> **Dataset records**:
*** Begin section ***

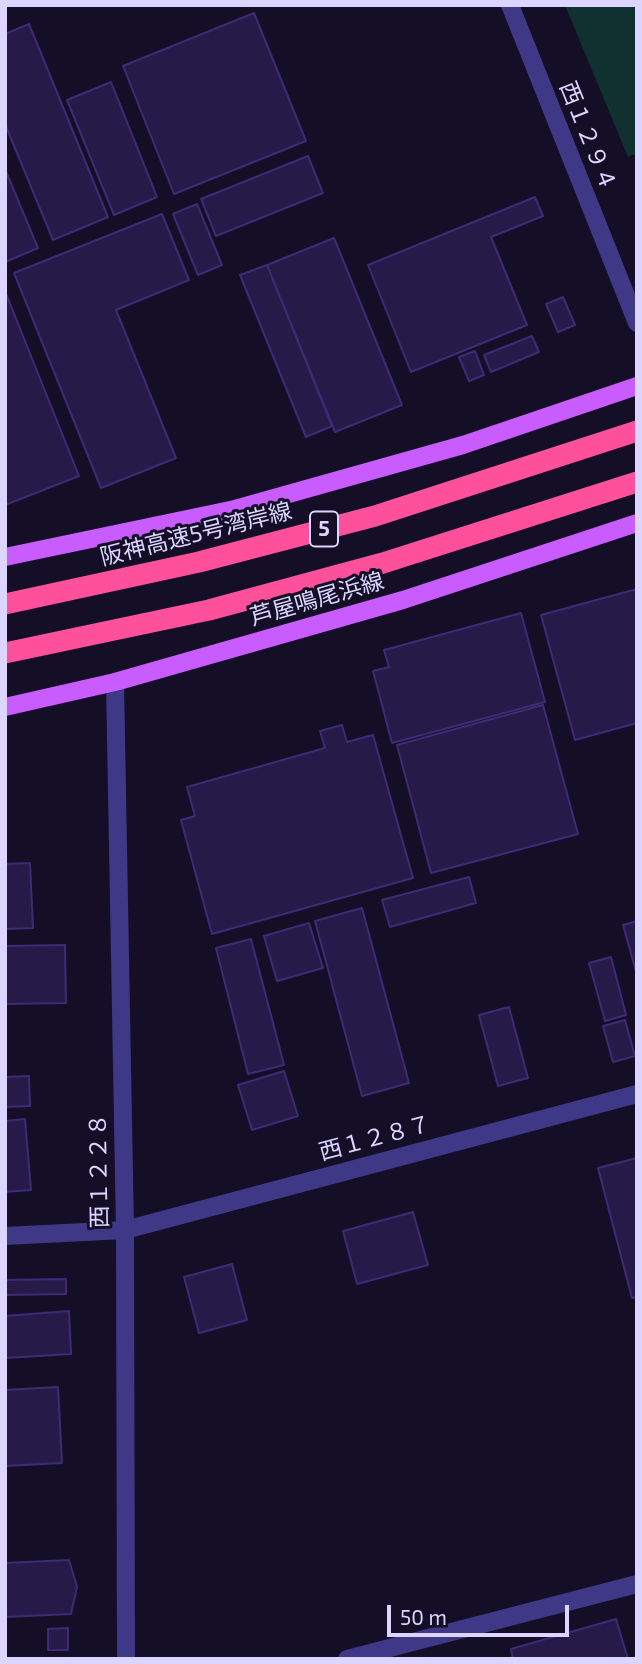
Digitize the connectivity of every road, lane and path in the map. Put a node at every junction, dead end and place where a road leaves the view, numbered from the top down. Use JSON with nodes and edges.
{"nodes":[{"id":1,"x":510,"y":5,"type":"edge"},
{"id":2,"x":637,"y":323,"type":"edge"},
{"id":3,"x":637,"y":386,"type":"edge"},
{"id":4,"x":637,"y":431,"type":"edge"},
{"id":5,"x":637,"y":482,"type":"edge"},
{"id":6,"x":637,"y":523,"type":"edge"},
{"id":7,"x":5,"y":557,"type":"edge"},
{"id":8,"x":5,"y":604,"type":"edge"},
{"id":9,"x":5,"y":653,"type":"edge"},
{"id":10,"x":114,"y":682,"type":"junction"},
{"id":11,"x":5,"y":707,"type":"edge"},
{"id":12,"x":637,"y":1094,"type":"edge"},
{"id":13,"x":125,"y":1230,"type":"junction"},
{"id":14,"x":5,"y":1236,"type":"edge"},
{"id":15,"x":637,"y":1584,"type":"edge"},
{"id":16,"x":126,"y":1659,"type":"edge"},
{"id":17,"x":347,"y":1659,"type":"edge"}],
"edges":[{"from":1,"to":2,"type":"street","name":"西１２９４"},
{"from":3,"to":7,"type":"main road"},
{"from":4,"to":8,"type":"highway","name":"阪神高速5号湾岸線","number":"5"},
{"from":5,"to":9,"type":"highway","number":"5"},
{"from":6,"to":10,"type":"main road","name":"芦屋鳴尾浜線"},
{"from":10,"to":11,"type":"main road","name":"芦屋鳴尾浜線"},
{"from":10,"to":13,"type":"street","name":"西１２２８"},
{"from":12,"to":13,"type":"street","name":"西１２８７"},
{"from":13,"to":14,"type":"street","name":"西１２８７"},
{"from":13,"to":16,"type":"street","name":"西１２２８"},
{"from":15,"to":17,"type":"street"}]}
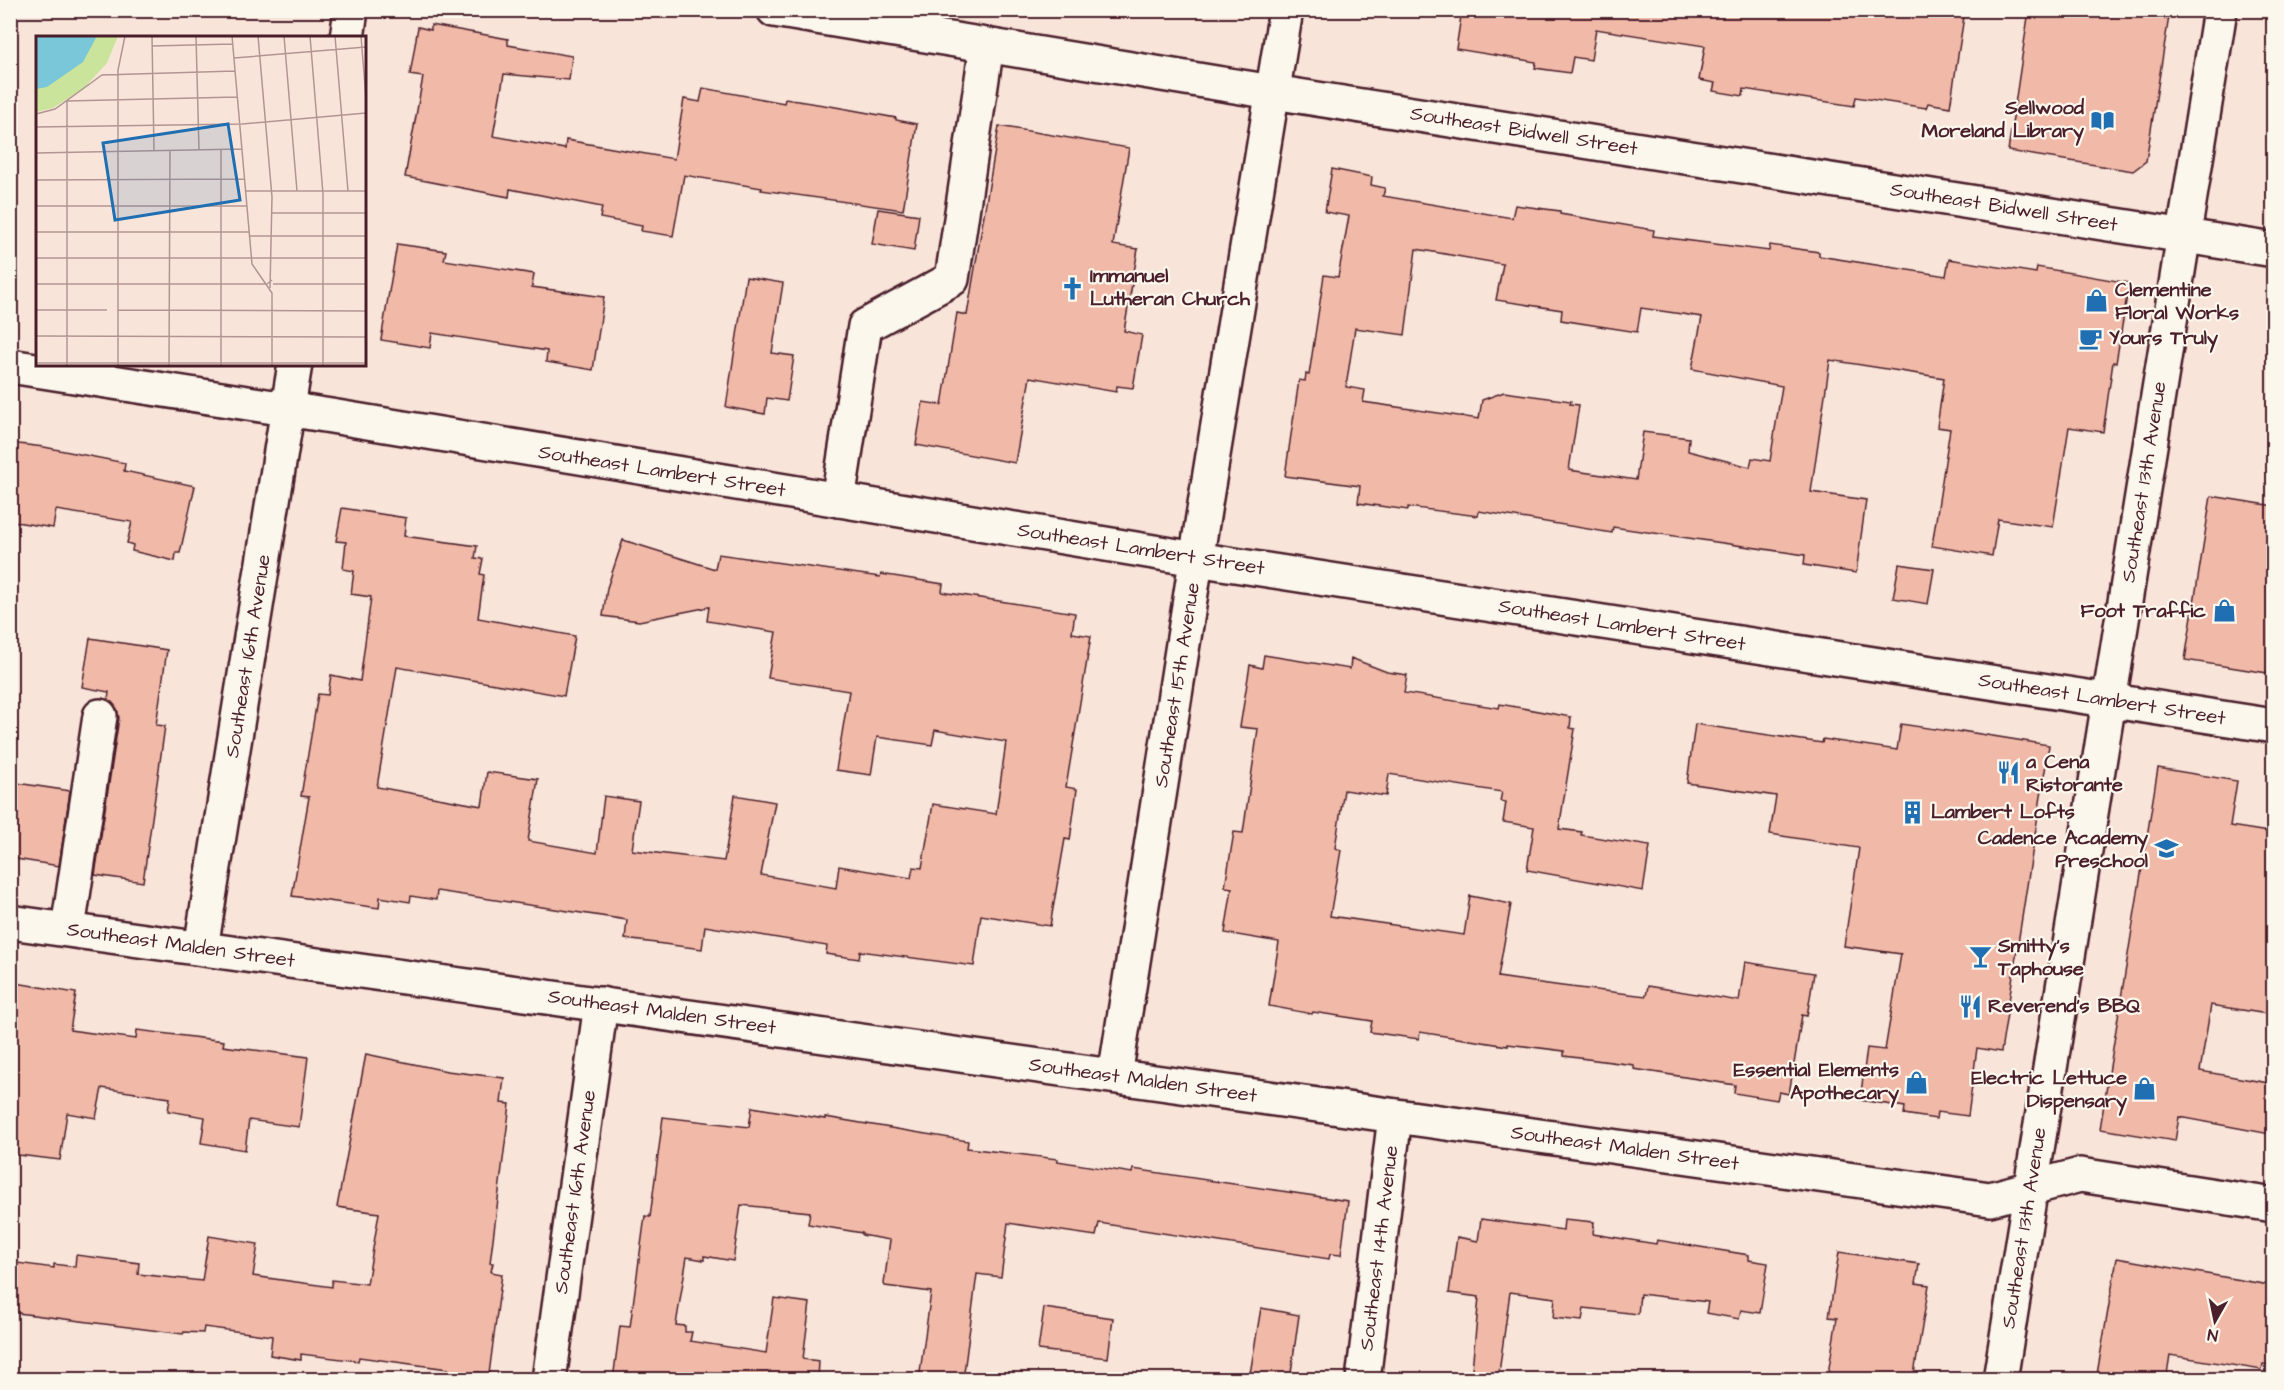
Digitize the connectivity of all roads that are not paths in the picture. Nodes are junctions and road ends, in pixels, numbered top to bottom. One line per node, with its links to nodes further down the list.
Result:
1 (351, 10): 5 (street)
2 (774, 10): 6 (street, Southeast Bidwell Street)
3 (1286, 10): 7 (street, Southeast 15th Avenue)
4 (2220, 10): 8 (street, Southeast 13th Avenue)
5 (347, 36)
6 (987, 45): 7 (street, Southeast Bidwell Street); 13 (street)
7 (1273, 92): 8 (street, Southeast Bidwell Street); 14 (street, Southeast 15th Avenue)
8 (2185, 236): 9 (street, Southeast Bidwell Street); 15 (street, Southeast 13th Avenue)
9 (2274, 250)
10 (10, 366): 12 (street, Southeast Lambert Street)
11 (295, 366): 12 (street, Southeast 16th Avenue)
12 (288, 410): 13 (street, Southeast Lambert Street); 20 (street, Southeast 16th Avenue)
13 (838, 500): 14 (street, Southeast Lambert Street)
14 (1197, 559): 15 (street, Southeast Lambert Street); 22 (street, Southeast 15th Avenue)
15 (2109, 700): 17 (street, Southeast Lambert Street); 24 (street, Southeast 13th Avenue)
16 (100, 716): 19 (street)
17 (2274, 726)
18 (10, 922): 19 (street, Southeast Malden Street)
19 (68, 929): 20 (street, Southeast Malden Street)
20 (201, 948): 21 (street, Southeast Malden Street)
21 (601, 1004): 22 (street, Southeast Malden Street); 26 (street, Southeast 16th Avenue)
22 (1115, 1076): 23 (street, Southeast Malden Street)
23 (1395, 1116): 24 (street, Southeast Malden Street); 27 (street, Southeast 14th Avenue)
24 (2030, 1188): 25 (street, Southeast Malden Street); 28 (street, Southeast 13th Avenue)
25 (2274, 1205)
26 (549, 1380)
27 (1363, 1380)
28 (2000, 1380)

*** End section ***

> **Exercise directions**:
Leave the pictures out and output the rest of the listing exactly.

> **Worked solution**:
Digitize the connectivity of every road, lane and path in the map. Put a node at every junction, dead end and place where a road leaves the view, numbered from the top down. Use JSON with nodes and edges.
{"nodes":[{"id":1,"x":510,"y":5,"type":"edge"},
{"id":2,"x":637,"y":323,"type":"edge"},
{"id":3,"x":637,"y":386,"type":"edge"},
{"id":4,"x":637,"y":431,"type":"edge"},
{"id":5,"x":637,"y":482,"type":"edge"},
{"id":6,"x":637,"y":523,"type":"edge"},
{"id":7,"x":5,"y":557,"type":"edge"},
{"id":8,"x":5,"y":604,"type":"edge"},
{"id":9,"x":5,"y":653,"type":"edge"},
{"id":10,"x":114,"y":682,"type":"junction"},
{"id":11,"x":5,"y":707,"type":"edge"},
{"id":12,"x":637,"y":1094,"type":"edge"},
{"id":13,"x":125,"y":1230,"type":"junction"},
{"id":14,"x":5,"y":1236,"type":"edge"},
{"id":15,"x":637,"y":1584,"type":"edge"},
{"id":16,"x":126,"y":1659,"type":"edge"},
{"id":17,"x":347,"y":1659,"type":"edge"}],
"edges":[{"from":1,"to":2,"type":"street","name":"西１２９４"},
{"from":3,"to":7,"type":"main road"},
{"from":4,"to":8,"type":"highway","name":"阪神高速5号湾岸線","number":"5"},
{"from":5,"to":9,"type":"highway","number":"5"},
{"from":6,"to":10,"type":"main road","name":"芦屋鳴尾浜線"},
{"from":10,"to":11,"type":"main road","name":"芦屋鳴尾浜線"},
{"from":10,"to":13,"type":"street","name":"西１２２８"},
{"from":12,"to":13,"type":"street","name":"西１２８７"},
{"from":13,"to":14,"type":"street","name":"西１２８７"},
{"from":13,"to":16,"type":"street","name":"西１２２８"},
{"from":15,"to":17,"type":"street"}]}
Digitize the connectivity of all roads that are not paths in the picture. Nodes are junctions and road ends, in pixels, numbered top to bottom. One line per node, with its links to nodes further down the list.
Result:
1 (351, 10): 5 (street)
2 (774, 10): 6 (street, Southeast Bidwell Street)
3 (1286, 10): 7 (street, Southeast 15th Avenue)
4 (2220, 10): 8 (street, Southeast 13th Avenue)
5 (347, 36)
6 (987, 45): 7 (street, Southeast Bidwell Street); 13 (street)
7 (1273, 92): 8 (street, Southeast Bidwell Street); 14 (street, Southeast 15th Avenue)
8 (2185, 236): 9 (street, Southeast Bidwell Street); 15 (street, Southeast 13th Avenue)
9 (2274, 250)
10 (10, 366): 12 (street, Southeast Lambert Street)
11 (295, 366): 12 (street, Southeast 16th Avenue)
12 (288, 410): 13 (street, Southeast Lambert Street); 20 (street, Southeast 16th Avenue)
13 (838, 500): 14 (street, Southeast Lambert Street)
14 (1197, 559): 15 (street, Southeast Lambert Street); 22 (street, Southeast 15th Avenue)
15 (2109, 700): 17 (street, Southeast Lambert Street); 24 (street, Southeast 13th Avenue)
16 (100, 716): 19 (street)
17 (2274, 726)
18 (10, 922): 19 (street, Southeast Malden Street)
19 (68, 929): 20 (street, Southeast Malden Street)
20 (201, 948): 21 (street, Southeast Malden Street)
21 (601, 1004): 22 (street, Southeast Malden Street); 26 (street, Southeast 16th Avenue)
22 (1115, 1076): 23 (street, Southeast Malden Street)
23 (1395, 1116): 24 (street, Southeast Malden Street); 27 (street, Southeast 14th Avenue)
24 (2030, 1188): 25 (street, Southeast Malden Street); 28 (street, Southeast 13th Avenue)
25 (2274, 1205)
26 (549, 1380)
27 (1363, 1380)
28 (2000, 1380)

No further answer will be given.